§ **TASK OBJECTIVE**:
Gather every line of the entries that includes the word "bends".

§ **RECORDS FOR THE TASK**:
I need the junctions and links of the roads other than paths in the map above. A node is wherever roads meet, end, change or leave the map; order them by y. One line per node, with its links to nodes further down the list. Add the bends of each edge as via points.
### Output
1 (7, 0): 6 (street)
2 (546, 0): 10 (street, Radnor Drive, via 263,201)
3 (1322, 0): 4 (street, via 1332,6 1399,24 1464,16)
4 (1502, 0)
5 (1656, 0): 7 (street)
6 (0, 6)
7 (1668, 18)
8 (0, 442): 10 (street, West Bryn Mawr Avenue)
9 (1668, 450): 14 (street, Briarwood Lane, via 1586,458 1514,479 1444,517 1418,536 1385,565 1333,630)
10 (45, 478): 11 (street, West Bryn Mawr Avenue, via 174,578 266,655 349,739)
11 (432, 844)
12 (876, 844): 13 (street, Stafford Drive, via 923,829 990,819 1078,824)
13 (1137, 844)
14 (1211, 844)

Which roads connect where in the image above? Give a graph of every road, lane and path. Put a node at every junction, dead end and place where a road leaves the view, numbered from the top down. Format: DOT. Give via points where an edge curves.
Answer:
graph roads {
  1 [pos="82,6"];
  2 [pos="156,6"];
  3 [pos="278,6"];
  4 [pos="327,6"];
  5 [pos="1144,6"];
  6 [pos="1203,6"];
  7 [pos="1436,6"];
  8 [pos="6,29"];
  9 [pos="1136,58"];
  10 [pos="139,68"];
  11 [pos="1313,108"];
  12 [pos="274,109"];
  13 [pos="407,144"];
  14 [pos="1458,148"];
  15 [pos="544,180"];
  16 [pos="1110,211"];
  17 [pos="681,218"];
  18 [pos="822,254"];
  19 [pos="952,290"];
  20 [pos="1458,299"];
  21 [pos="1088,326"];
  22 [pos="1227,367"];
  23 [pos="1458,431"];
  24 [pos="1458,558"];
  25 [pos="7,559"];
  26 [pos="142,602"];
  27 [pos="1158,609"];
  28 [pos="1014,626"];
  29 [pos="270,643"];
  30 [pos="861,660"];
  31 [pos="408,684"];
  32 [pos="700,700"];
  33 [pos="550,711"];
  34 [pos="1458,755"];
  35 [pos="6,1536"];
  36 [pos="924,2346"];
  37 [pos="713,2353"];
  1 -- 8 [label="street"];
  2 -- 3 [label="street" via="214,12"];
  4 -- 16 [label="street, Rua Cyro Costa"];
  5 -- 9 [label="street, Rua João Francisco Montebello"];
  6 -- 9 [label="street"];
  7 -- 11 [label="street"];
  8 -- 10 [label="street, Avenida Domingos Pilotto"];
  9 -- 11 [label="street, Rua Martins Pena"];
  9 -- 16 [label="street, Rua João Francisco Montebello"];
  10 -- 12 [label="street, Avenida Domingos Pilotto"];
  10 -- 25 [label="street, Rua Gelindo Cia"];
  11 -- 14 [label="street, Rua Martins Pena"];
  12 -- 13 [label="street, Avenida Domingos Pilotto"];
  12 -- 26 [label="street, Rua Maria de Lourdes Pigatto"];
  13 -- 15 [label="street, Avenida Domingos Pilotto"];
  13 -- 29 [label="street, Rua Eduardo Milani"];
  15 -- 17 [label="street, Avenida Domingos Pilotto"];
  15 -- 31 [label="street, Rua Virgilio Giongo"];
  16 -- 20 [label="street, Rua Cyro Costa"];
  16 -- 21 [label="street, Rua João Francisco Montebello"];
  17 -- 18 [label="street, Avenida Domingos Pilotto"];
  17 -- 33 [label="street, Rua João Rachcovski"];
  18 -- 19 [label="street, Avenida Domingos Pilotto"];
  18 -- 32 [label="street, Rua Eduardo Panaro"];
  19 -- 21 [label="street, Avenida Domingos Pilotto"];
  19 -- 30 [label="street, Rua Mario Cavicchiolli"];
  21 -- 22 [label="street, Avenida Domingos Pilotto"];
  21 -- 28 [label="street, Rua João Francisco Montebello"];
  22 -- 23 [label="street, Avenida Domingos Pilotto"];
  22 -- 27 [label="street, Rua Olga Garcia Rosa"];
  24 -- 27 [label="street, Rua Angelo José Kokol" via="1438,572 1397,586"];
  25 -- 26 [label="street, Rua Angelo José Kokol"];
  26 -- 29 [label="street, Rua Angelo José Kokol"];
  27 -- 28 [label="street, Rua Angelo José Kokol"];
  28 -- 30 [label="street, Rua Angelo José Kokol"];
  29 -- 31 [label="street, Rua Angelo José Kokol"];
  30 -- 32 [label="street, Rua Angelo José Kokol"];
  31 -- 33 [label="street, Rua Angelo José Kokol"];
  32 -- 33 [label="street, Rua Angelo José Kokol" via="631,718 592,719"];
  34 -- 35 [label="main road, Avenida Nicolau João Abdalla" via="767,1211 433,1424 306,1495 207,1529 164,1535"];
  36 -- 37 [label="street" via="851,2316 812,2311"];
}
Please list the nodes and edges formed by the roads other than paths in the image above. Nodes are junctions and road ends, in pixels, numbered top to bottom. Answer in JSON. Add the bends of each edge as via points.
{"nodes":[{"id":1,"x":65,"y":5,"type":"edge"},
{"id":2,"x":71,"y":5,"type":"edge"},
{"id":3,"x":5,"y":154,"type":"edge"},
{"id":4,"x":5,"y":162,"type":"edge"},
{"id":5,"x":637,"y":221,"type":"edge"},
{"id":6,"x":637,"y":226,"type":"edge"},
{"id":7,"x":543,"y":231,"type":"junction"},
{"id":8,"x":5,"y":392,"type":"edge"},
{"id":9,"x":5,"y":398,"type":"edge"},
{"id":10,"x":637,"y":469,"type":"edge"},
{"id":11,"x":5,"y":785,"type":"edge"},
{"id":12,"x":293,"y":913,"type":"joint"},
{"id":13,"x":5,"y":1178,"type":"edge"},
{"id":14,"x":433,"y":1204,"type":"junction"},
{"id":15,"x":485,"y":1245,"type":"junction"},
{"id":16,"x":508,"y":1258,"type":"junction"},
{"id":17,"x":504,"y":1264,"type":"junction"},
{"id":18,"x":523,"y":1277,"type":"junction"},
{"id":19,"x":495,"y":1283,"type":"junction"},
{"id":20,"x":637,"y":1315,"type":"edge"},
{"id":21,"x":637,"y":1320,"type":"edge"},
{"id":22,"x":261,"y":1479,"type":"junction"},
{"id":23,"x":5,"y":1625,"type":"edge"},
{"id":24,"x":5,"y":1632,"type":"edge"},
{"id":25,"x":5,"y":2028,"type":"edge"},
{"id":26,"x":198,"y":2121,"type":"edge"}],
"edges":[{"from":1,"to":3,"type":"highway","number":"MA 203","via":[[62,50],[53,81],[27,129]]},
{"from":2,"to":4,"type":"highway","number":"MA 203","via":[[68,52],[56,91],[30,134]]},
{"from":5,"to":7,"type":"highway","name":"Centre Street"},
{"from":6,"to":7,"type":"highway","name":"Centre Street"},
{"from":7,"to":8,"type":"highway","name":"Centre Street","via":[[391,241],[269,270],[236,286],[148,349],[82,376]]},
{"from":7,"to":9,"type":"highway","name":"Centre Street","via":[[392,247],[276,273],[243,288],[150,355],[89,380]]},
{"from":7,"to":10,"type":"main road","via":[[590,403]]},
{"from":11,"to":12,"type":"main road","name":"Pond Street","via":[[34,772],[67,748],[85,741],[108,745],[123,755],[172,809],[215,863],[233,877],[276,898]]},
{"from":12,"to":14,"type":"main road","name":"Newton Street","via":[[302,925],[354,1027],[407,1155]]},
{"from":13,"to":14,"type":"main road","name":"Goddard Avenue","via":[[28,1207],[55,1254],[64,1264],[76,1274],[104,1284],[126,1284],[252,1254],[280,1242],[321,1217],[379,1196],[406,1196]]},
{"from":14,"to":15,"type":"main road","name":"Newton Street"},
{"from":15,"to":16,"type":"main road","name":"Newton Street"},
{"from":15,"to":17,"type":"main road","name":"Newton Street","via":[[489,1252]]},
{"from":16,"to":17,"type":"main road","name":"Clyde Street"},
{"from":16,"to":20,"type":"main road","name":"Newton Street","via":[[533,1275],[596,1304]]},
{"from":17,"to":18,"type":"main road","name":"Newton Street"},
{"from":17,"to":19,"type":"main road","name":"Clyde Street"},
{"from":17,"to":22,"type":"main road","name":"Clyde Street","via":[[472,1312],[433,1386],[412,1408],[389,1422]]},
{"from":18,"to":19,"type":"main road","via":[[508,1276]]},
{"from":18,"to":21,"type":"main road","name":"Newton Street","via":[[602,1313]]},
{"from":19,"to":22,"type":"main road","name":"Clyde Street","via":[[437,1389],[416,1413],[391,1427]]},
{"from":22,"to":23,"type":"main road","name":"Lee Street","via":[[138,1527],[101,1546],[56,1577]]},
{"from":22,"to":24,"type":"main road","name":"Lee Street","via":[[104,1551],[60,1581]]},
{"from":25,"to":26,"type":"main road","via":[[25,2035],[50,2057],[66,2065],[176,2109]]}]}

§ **WRITTEN ANSWER**:
I need the junctions and links of the roads other than paths in the map above. A node is wherever roads meet, end, change or leave the map; order them by y. One line per node, with its links to nodes further down the list. Add the bends of each edge as via points.
Please list the nodes and edges formed by the roads other than paths in the image above. Nodes are junctions and road ends, in pixels, numbered top to bottom. Answer in JSON. Add the bends of each edge as via points.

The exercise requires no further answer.